8859 vs. 646

Ruediger Helsch ruediger at ramz.uucp
Fri Apr 6 23:52:16 AEST 1990


From: uunet!relay.EU.net!ramz!ruediger (Ruediger Helsch)

In article <579 at longway.TIC.COM> std-unix at uunet.uu.net writes:
>From: Donn Terry <uunet!hpfcrn.fc.hp.com!donn>
>The problem is that reality impinges on the ideal world.  In particular
>there are LOTS of 646 terminals out there.  And, as the European
>participants note, they aren't going to get replaced with 8859 ones
>for on the order of 10 years.  (646 also is still a lowest common
>denominator: as I understand it, sendmail can't handle 8-bit (if
>I'm wrong, I apologize, but you get my point)).

IMHO that's just not true any more. A great part of the common terminals in
germany are of the VT220 style, and though they are not 8859 compatible,
they are close enough for many purposes. 8859 and DEC multinational character
set differ mainly in the special characters section. For german letters there
is no difference between the two, same for most european letters. When we
are looking for terminals, we don't consider those 7 bit oldies.
For PCs under some Unix variants you can map characters on output to the
screen.

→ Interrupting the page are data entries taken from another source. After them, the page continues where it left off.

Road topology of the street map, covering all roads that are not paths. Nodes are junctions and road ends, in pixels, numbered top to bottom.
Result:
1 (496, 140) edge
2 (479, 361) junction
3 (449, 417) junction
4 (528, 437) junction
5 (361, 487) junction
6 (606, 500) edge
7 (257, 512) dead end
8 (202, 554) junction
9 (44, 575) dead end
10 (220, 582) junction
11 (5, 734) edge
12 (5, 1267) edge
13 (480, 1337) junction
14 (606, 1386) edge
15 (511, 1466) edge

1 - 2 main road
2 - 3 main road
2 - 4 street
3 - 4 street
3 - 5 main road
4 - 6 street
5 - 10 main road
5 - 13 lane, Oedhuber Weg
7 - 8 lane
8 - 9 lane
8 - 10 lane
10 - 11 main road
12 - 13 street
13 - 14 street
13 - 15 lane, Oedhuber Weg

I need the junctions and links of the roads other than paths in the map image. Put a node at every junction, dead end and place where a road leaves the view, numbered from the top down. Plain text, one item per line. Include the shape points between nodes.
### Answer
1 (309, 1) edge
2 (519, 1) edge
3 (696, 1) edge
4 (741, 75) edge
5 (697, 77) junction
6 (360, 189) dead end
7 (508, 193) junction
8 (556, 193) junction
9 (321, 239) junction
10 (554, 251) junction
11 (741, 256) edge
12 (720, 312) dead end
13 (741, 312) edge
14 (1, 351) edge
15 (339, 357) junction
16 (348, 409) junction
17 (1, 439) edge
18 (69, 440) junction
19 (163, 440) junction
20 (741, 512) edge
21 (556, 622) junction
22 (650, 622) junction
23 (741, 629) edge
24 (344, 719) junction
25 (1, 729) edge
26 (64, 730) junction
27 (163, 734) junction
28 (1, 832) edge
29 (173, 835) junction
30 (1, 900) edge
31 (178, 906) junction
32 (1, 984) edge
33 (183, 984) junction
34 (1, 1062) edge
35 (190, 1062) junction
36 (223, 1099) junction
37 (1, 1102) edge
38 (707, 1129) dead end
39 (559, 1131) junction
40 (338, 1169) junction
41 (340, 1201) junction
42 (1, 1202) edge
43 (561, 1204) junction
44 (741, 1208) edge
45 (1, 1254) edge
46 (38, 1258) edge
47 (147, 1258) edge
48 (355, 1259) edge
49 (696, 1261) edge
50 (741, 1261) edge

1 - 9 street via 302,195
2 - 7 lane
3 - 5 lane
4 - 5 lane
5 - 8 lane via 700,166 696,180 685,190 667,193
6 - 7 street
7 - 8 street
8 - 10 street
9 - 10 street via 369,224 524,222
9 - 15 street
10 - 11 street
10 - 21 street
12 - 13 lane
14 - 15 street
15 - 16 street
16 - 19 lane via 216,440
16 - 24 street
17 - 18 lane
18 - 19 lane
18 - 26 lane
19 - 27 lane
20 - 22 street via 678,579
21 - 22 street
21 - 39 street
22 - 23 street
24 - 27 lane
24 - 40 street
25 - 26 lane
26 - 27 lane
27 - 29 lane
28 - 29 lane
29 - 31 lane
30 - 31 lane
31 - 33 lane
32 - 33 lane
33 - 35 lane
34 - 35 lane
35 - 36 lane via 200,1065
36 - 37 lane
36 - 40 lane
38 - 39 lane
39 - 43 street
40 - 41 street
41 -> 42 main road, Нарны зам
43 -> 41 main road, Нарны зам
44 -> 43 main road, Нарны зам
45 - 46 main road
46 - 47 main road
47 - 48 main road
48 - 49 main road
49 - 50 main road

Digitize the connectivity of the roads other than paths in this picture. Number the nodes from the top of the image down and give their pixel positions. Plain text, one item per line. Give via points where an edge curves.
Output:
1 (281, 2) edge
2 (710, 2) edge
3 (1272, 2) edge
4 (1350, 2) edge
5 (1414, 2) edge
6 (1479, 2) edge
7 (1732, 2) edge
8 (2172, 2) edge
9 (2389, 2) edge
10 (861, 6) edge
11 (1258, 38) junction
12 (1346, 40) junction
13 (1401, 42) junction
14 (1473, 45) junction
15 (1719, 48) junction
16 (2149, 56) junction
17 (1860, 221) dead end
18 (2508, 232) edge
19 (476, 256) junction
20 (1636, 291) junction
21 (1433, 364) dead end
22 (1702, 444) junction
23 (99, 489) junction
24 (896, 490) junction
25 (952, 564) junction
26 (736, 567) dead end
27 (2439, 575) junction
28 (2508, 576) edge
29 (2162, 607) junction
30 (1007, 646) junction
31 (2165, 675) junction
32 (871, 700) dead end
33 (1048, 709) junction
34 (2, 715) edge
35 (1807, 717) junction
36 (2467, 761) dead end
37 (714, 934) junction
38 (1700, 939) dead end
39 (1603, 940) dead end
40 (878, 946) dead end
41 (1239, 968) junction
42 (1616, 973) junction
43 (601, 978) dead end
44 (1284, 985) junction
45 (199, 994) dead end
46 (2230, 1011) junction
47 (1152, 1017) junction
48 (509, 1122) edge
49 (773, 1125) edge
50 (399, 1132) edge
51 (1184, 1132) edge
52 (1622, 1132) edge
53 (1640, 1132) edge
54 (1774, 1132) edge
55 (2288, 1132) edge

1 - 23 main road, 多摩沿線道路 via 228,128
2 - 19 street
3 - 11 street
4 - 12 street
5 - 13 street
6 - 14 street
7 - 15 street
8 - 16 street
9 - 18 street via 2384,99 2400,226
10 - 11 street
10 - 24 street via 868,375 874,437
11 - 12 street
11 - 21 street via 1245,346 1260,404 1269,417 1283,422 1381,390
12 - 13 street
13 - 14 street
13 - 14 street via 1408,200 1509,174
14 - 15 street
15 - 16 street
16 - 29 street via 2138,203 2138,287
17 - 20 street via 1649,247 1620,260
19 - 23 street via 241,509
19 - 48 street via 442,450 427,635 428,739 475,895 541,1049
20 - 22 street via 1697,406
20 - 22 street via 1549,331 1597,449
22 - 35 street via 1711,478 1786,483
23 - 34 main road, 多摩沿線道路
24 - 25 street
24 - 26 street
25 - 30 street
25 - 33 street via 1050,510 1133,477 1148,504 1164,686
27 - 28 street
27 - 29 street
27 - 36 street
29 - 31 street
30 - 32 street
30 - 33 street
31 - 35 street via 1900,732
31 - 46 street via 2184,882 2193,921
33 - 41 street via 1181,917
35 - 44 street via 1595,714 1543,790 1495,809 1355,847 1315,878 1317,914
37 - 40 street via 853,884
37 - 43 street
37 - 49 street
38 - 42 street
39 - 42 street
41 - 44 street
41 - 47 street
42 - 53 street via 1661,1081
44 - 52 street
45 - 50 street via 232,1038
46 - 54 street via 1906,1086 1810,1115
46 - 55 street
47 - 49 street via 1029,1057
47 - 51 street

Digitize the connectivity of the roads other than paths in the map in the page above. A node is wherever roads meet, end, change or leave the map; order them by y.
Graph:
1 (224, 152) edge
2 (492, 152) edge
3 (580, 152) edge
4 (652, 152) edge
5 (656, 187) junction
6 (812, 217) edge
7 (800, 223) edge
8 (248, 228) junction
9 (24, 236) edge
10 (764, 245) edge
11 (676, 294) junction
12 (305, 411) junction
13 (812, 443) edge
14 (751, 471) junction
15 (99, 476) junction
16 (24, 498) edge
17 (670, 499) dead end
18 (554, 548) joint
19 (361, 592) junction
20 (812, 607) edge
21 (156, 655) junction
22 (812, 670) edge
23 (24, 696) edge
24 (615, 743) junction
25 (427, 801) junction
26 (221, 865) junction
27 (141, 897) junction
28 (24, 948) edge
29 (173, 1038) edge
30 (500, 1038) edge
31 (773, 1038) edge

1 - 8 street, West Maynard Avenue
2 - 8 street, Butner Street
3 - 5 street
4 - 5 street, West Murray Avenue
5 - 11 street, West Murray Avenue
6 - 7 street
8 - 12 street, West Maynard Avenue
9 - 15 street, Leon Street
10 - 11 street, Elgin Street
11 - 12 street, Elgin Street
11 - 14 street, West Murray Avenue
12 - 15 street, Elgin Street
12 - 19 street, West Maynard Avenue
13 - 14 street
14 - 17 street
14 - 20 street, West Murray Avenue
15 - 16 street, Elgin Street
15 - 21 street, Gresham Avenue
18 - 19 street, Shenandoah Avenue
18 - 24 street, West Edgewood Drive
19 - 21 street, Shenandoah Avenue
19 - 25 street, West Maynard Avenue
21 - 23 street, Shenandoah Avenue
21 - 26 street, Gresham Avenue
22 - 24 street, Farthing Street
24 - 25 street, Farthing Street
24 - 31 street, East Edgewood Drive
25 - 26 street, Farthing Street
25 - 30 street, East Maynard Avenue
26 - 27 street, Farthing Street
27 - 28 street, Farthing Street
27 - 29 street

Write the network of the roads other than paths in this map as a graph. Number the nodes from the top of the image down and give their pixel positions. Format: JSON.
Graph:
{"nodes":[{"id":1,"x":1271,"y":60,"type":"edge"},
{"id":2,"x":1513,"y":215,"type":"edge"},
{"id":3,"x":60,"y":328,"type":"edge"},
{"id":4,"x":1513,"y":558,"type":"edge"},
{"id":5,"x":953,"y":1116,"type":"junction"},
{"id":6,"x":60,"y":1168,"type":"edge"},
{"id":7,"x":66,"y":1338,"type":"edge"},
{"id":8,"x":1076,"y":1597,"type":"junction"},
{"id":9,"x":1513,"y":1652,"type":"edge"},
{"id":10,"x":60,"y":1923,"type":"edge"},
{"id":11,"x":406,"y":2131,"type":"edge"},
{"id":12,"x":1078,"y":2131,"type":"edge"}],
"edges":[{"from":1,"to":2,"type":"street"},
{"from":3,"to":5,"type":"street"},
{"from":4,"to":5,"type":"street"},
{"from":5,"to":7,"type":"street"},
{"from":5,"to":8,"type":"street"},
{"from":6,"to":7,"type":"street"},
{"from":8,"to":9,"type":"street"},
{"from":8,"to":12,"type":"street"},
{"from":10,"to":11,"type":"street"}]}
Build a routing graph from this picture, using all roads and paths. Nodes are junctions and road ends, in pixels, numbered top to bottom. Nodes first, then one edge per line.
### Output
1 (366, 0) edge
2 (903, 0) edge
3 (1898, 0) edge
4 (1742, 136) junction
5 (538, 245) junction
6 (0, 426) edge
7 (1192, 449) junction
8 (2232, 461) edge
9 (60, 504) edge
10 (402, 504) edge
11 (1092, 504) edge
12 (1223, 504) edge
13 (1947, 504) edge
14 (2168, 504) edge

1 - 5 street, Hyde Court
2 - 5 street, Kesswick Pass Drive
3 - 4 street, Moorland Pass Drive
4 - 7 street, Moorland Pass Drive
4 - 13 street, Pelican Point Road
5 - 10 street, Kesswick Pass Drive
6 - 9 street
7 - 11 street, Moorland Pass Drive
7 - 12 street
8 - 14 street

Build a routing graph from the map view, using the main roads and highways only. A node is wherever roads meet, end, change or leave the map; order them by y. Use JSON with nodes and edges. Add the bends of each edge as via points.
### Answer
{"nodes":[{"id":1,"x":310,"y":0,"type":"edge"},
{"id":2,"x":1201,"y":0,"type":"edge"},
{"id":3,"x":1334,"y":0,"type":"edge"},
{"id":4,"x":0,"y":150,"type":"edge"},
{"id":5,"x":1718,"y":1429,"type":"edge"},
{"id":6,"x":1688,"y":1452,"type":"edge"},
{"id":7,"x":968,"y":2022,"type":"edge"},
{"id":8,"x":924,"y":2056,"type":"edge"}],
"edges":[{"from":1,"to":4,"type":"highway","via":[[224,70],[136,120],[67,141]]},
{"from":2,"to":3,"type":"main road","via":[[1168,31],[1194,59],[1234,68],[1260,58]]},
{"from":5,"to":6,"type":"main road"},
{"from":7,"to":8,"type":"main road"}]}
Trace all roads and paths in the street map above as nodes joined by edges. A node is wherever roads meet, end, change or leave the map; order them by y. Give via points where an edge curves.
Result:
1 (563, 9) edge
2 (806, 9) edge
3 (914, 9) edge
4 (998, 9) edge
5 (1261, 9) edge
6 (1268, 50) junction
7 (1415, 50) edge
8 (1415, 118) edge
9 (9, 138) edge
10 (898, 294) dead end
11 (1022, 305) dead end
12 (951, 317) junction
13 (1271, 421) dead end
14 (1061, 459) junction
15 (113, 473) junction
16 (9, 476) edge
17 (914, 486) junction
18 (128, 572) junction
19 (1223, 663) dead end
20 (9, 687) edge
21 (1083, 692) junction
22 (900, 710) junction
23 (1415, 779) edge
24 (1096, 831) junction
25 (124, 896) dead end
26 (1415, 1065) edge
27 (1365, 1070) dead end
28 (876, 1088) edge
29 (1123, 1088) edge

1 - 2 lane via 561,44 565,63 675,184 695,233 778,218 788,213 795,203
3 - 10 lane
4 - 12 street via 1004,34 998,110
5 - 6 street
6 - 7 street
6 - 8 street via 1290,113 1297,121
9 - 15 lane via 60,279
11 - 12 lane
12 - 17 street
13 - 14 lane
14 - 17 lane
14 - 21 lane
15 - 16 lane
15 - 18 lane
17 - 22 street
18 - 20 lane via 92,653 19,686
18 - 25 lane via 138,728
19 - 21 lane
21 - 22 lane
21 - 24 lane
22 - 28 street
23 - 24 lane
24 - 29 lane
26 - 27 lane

E. g. under Xenix we work with 8859 internally and map them to the
IBM-PC character set on output. Works great!

More difficult is input of national characters. Most german keyboards miss
those braces and brackets that UNIX and C depend on, so we prefer using an
american keyboard and need the ALT-key to input national letters. We would
certainly prefer to buy keyboards with four additional keys if they existed.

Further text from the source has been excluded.